Task brief
Would you transcribe exactly the lines from the beginning of the records below through the line with "I need the junctions", both included, omitting the pictures?

Saved data entries
---+---

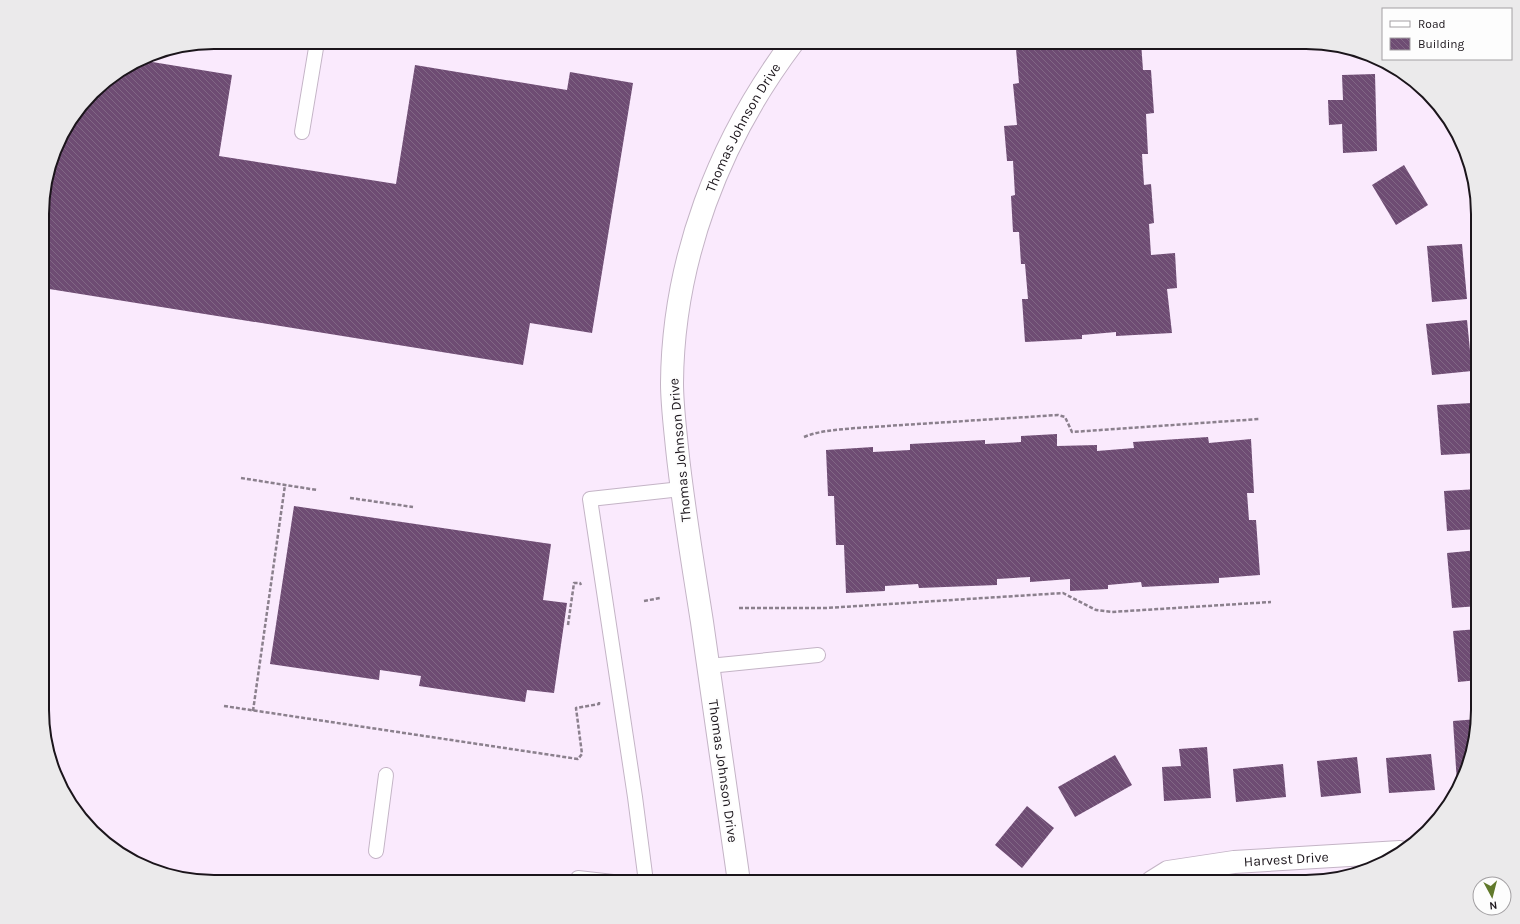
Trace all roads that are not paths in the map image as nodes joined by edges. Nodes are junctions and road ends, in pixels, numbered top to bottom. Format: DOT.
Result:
graph roads {
  1 [pos="316,49"];
  2 [pos="788,49"];
  3 [pos="302,132"];
  4 [pos="681,489"];
  5 [pos="818,655"];
  6 [pos="709,666"];
  7 [pos="386,775"];
  8 [pos="376,851"];
  9 [pos="1389,853"];
  10 [pos="645,875"];
  11 [pos="738,875"];
  12 [pos="1163,875"];
  1 -- 3 [label="lane"];
  2 -- 4 [label="street, Thomas Johnson Drive"];
  4 -- 6 [label="street, Thomas Johnson Drive"];
  4 -- 10 [label="lane"];
  5 -- 6 [label="lane"];
  6 -- 11 [label="street, Thomas Johnson Drive"];
  7 -- 8 [label="lane"];
  9 -- 12 [label="street, Harvest Drive"];
}
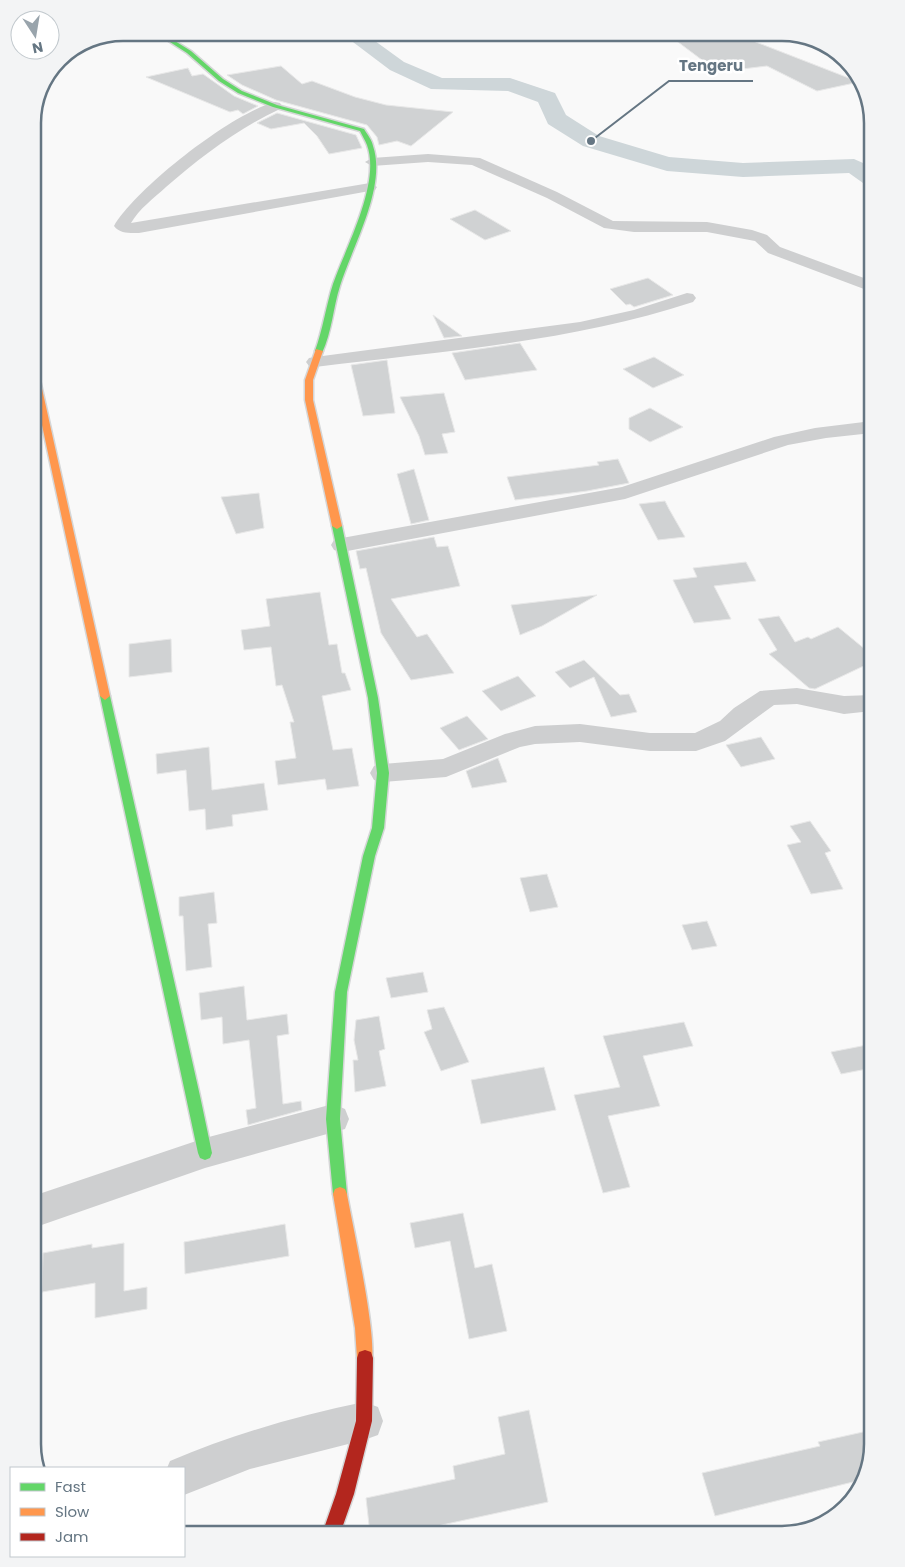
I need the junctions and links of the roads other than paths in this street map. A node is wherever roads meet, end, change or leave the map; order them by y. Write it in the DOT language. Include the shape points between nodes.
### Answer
graph roads {
  1 [pos="172,41"];
  2 [pos="275,106"];
  3 [pos="372,162"];
  4 [pos="370,187"];
  5 [pos="864,284"];
  6 [pos="687,298"];
  7 [pos="315,362"];
  8 [pos="41,401"];
  9 [pos="864,428"];
  10 [pos="342,545"];
  11 [pos="864,704"];
  12 [pos="383,772"];
  13 [pos="333,1119"];
  14 [pos="205,1153"];
  15 [pos="41,1209"];
  16 [pos="364,1421"];
  17 [pos="185,1475"];
  18 [pos="334,1526"];
  1 -- 2 [label="street" via="230,86"];
  2 -- 3 [label="street" via="362,130 369,138"];
  2 -- 4 [label="street" via="213,141 137,207 122,226 139,228"];
  3 -- 4 [label="street"];
  3 -- 5 [label="street" via="428,158 475,161 610,225 707,227 746,233 761,238 774,250"];
  4 -- 7 [label="street" via="358,233 336,284"];
  6 -- 7 [label="street" via="639,314 580,327"];
  7 -- 10 [label="street" via="309,380 309,400"];
  8 -- 14 [label="street"];
  9 -- 10 [label="street" via="782,441 625,493"];
  10 -- 12 [label="street" via="373,698"];
  11 -- 12 [label="street" via="844,705 797,696 770,697 716,735 696,742 650,742 580,733 535,734 446,768"];
  12 -- 13 [label="street" via="378,828 369,856 341,992"];
  13 -- 14 [label="street"];
  13 -- 16 [label="street" via="337,1174 363,1328"];
  14 -- 15 [label="street"];
  16 -- 17 [label="street" via="289,1436 213,1461"];
  16 -- 18 [label="street"];
}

---+---

Answer area
Trace all roads that are not paths in the map image as nodes joined by edges. Nodes are junctions and road ends, in pixels, numbered top to bottom. Format: DOT.
Result:
graph roads {
  1 [pos="316,49"];
  2 [pos="788,49"];
  3 [pos="302,132"];
  4 [pos="681,489"];
  5 [pos="818,655"];
  6 [pos="709,666"];
  7 [pos="386,775"];
  8 [pos="376,851"];
  9 [pos="1389,853"];
  10 [pos="645,875"];
  11 [pos="738,875"];
  12 [pos="1163,875"];
  1 -- 3 [label="lane"];
  2 -- 4 [label="street, Thomas Johnson Drive"];
  4 -- 6 [label="street, Thomas Johnson Drive"];
  4 -- 10 [label="lane"];
  5 -- 6 [label="lane"];
  6 -- 11 [label="street, Thomas Johnson Drive"];
  7 -- 8 [label="lane"];
  9 -- 12 [label="street, Harvest Drive"];
}
I need the junctions and links of the roads other than paths in this street map. A node is wherever roads meet, end, change or leave the map; order them by y. Write it in the DOT language. Include the shape points between nodes.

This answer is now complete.